VALIDATION STUDY FOR SIMULTANEOU ESTIMATION OF ESCITALOPRAM OXALATE AND FLUPENTHIXOL HYDROCHLORIDE IN TABLET DOSAGE FORM BY HPLC

Patel Nilam J.*, Bhumi Patel, Kaushik Patel, Jaymin Patel, Yogesh Patel and Komal Siddhanti

ABSTRACT

A simple, rapid, economical, precise and accurate Stability indicating RP-HPLC method for simultaneous estimation of Escitalopram Oxalate and Flupenthixol Hydrochloride in their combined dosage form has been developed. A reverse phase high performance liquid chromatographic method was developed for the simultaneous estimation of Escitalopram Oxalate and Flupenthixol Hydrochloride. In Their Combined Dosage form has been developed. The separation was achieved by LC- 20 AT C18 (250 mm x 4.6mm, 5 μm) column and Buffer (pH 6.5): Acetonitrile (50:50%v/v) as mobile phase, at a flow rate of 1 ml/min. Detection was carried out at 256 nm.
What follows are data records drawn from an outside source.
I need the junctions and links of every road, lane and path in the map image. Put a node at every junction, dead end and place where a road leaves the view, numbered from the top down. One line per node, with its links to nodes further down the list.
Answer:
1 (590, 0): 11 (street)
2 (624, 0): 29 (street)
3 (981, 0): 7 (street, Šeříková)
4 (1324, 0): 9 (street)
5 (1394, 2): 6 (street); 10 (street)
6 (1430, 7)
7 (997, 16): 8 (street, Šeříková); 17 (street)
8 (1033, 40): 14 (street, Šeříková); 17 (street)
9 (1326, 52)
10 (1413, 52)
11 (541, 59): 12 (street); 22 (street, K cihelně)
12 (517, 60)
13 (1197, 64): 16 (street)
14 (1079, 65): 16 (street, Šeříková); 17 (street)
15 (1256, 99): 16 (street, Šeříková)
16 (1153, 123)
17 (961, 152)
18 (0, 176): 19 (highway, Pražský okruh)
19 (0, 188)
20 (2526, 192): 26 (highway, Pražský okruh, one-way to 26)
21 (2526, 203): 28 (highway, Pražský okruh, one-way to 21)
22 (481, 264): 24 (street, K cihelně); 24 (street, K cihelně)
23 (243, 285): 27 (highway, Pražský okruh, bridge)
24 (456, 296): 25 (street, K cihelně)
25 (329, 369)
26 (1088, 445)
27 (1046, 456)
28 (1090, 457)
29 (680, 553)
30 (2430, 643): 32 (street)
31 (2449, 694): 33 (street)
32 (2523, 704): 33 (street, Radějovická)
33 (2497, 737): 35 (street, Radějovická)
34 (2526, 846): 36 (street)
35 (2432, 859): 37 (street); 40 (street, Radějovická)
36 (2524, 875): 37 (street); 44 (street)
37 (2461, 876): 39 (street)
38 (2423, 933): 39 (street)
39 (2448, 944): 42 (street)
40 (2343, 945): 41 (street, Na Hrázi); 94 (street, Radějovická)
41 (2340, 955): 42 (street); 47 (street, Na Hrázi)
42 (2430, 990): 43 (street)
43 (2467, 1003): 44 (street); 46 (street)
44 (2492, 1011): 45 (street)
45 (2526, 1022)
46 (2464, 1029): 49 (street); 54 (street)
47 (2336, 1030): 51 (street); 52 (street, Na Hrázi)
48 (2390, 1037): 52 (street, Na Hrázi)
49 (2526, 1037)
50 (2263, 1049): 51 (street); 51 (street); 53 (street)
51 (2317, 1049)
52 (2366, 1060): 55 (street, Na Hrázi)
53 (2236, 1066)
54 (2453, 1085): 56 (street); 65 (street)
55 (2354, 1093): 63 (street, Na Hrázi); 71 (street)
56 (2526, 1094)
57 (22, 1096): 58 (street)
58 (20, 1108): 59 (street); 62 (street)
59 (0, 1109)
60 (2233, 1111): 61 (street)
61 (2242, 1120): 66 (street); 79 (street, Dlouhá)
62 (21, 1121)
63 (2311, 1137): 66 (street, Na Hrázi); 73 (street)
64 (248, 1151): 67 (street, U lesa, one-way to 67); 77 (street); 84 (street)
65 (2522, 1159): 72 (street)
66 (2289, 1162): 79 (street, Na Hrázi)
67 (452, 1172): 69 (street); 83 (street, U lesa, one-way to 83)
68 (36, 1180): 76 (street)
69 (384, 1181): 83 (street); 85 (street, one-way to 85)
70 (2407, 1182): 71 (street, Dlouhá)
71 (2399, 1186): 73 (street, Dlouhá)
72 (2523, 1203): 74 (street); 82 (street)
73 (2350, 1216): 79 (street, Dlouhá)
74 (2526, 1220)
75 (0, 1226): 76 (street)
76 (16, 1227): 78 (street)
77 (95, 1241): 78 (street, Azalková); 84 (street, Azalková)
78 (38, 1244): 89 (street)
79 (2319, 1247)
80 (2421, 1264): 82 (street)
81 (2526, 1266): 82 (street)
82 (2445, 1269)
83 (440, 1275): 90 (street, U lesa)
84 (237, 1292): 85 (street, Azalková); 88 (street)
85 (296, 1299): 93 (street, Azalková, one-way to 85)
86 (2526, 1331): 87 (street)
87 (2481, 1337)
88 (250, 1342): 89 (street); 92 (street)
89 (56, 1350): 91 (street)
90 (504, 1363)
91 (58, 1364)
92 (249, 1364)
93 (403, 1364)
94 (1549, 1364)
Retention time of Escitalopram Oxalate and Flupenthixol Hydrochloride were found to be 3.423 min and 6.163 min, respectively. The method has been validated for linearity, accuracy and precision. Linearity observed for Escitalopram Oxalate (10-30μg/ml) and for Flupenthixol Hydrochloride( 0.5-1.5 μg/ml). Developed method was found to be accurate, precise and rapid for simultaneous estimation of Escitalopram Oxalate and Flupenthixol Hydrochloride.

Keywords: Escitalopram Oxalate, Flupenthixol Hydrochloride, Stability indicating RP-HPLC Method.